Monowheel : Quelques marches pour prolonger celles de la rue Becquerel

[exercices d’interruption de la communication]

paru dans lundimatin#254, le 14 septembre 2020

A attendre en haut des escaliers de la rue Becquerel, qui est campée sur les pentes de Montmartre, on ne peut manquer d’observer qu’au moment où ils gravissent les dernières marches, les passants sont saisis d’un étrange étonnement : les voilà essoufflés.

Un léger vertige sur l’état de leur santé est rapidement dissipé par le regard jeté sur une pente plutôt abrupte – ça monte. Là où n’importe quel randonneur aurait d’emblée saisi l’effort que celle-ci représente, le citadin, qui se déplaçait mentalement dans le plan de sa journée, n’en prend conscience qu’après coup – lorsque son souffle devient court.
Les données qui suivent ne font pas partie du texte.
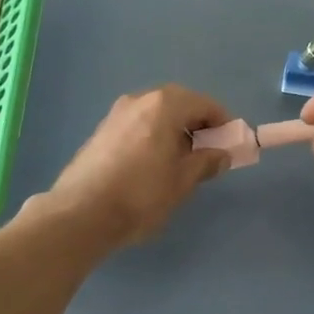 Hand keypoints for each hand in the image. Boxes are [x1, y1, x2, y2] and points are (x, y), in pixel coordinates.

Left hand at [40, 85, 233, 245]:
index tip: (231, 144)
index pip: (204, 104)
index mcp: (164, 105)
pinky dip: (153, 135)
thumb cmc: (142, 194)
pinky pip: (138, 125)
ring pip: (156, 114)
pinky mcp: (101, 131)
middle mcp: (140, 100)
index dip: (223, 123)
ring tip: (181, 161)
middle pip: (179, 103)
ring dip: (174, 129)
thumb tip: (221, 154)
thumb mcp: (182, 181)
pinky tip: (153, 164)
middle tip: (208, 151)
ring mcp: (116, 114)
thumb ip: (206, 162)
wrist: (82, 213)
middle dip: (197, 124) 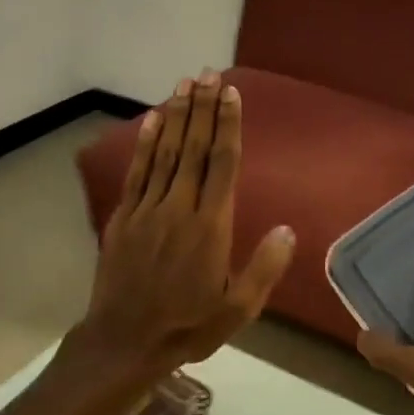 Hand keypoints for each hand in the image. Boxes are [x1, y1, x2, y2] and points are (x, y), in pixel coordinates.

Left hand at [75, 71, 295, 377]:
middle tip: (208, 73)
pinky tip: (150, 120)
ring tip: (185, 84)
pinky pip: (137, 172)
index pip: (222, 164)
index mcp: (210, 227)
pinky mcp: (124, 217)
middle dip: (203, 108)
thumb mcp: (238, 309)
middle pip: (193, 148)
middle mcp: (179, 208)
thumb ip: (264, 268)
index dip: (227, 125)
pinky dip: (144, 144)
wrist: (126, 341)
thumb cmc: (188, 326)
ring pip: (164, 153)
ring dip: (175, 116)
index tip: (231, 94)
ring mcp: (147, 210)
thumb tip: (289, 229) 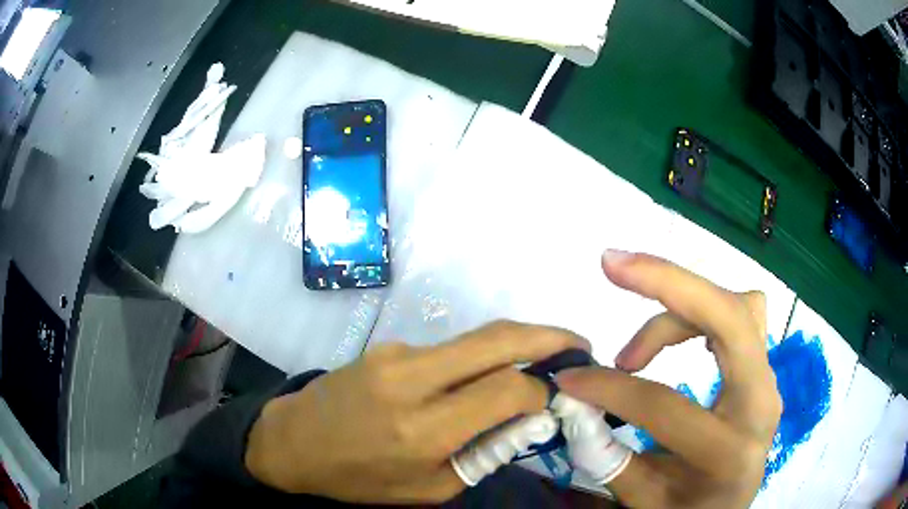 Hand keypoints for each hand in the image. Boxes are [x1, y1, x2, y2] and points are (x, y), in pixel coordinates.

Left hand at [245, 321, 588, 503]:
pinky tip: (479, 378)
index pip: (507, 390)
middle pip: (498, 340)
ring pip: (477, 338)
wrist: (294, 442)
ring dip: (518, 343)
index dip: (544, 390)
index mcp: (423, 429)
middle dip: (549, 336)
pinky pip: (448, 349)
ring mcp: (397, 354)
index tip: (560, 396)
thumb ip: (482, 454)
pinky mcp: (388, 345)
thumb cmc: (360, 478)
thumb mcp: (427, 489)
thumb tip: (528, 418)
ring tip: (542, 359)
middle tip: (580, 344)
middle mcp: (413, 380)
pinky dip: (479, 357)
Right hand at [557, 250, 781, 508]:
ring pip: (738, 307)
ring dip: (685, 304)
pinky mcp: (763, 368)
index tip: (568, 379)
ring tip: (637, 349)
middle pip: (731, 318)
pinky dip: (708, 309)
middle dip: (669, 284)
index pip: (667, 405)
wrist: (728, 508)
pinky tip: (683, 327)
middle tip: (613, 265)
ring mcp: (768, 380)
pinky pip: (745, 315)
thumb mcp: (642, 498)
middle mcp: (761, 404)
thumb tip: (573, 401)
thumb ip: (608, 456)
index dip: (611, 387)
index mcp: (729, 452)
De la part de ceux qui viennent d’essayer un modèle de monowheel, une remarque se fait régulièrement entendre : c’est difficile. La plupart du temps, il faut entendre par là que la première fois ils ont failli en tomber. Désormais, ils ne les voient plus du même œil. Ils témoignent même d’un certain respect à l’égard de ceux qui pratiquent la chose.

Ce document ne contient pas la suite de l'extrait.